Saved entries

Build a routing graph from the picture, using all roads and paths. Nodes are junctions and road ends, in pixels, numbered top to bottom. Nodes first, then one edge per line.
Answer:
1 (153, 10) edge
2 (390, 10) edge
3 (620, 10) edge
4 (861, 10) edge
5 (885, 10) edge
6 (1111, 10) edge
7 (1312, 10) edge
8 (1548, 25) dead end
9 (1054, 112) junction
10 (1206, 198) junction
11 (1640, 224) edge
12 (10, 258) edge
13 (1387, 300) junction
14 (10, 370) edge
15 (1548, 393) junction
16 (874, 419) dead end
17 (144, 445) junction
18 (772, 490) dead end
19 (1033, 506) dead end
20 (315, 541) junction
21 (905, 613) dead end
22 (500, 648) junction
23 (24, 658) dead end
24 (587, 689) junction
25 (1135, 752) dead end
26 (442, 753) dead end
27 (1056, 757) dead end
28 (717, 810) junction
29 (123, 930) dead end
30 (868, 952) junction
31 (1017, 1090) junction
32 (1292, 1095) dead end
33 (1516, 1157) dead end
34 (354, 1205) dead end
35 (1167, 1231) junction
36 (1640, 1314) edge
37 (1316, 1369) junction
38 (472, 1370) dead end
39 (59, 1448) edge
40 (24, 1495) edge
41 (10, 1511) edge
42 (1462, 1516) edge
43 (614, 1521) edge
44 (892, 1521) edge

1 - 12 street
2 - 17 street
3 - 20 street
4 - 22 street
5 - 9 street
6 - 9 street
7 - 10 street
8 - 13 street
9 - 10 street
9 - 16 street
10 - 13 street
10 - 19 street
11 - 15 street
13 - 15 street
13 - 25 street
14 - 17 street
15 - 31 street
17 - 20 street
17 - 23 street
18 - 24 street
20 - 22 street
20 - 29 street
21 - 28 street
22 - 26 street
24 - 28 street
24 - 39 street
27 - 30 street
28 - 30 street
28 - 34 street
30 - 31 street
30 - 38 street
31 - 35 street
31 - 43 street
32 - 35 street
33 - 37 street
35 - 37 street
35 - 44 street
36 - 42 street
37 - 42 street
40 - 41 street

_Your goal_
Return the entries above exactly as they were written.

_Response to the exercise_
Build a routing graph from the picture, using all roads and paths. Nodes are junctions and road ends, in pixels, numbered top to bottom. Nodes first, then one edge per line.
Answer:
1 (153, 10) edge
2 (390, 10) edge
3 (620, 10) edge
4 (861, 10) edge
5 (885, 10) edge
6 (1111, 10) edge
7 (1312, 10) edge
8 (1548, 25) dead end
9 (1054, 112) junction
10 (1206, 198) junction
11 (1640, 224) edge
12 (10, 258) edge
13 (1387, 300) junction
14 (10, 370) edge
15 (1548, 393) junction
16 (874, 419) dead end
17 (144, 445) junction
18 (772, 490) dead end
19 (1033, 506) dead end
20 (315, 541) junction
21 (905, 613) dead end
22 (500, 648) junction
23 (24, 658) dead end
24 (587, 689) junction
25 (1135, 752) dead end
26 (442, 753) dead end
27 (1056, 757) dead end
28 (717, 810) junction
29 (123, 930) dead end
30 (868, 952) junction
31 (1017, 1090) junction
32 (1292, 1095) dead end
33 (1516, 1157) dead end
34 (354, 1205) dead end
35 (1167, 1231) junction
36 (1640, 1314) edge
37 (1316, 1369) junction
38 (472, 1370) dead end
39 (59, 1448) edge
40 (24, 1495) edge
41 (10, 1511) edge
42 (1462, 1516) edge
43 (614, 1521) edge
44 (892, 1521) edge

1 - 12 street
2 - 17 street
3 - 20 street
4 - 22 street
5 - 9 street
6 - 9 street
7 - 10 street
8 - 13 street
9 - 10 street
9 - 16 street
10 - 13 street
10 - 19 street
11 - 15 street
13 - 15 street
13 - 25 street
14 - 17 street
15 - 31 street
17 - 20 street
17 - 23 street
18 - 24 street
20 - 22 street
20 - 29 street
21 - 28 street
22 - 26 street
24 - 28 street
24 - 39 street
27 - 30 street
28 - 30 street
28 - 34 street
30 - 31 street
30 - 38 street
31 - 35 street
31 - 43 street
32 - 35 street
33 - 37 street
35 - 37 street
35 - 44 street
36 - 42 street
37 - 42 street
40 - 41 street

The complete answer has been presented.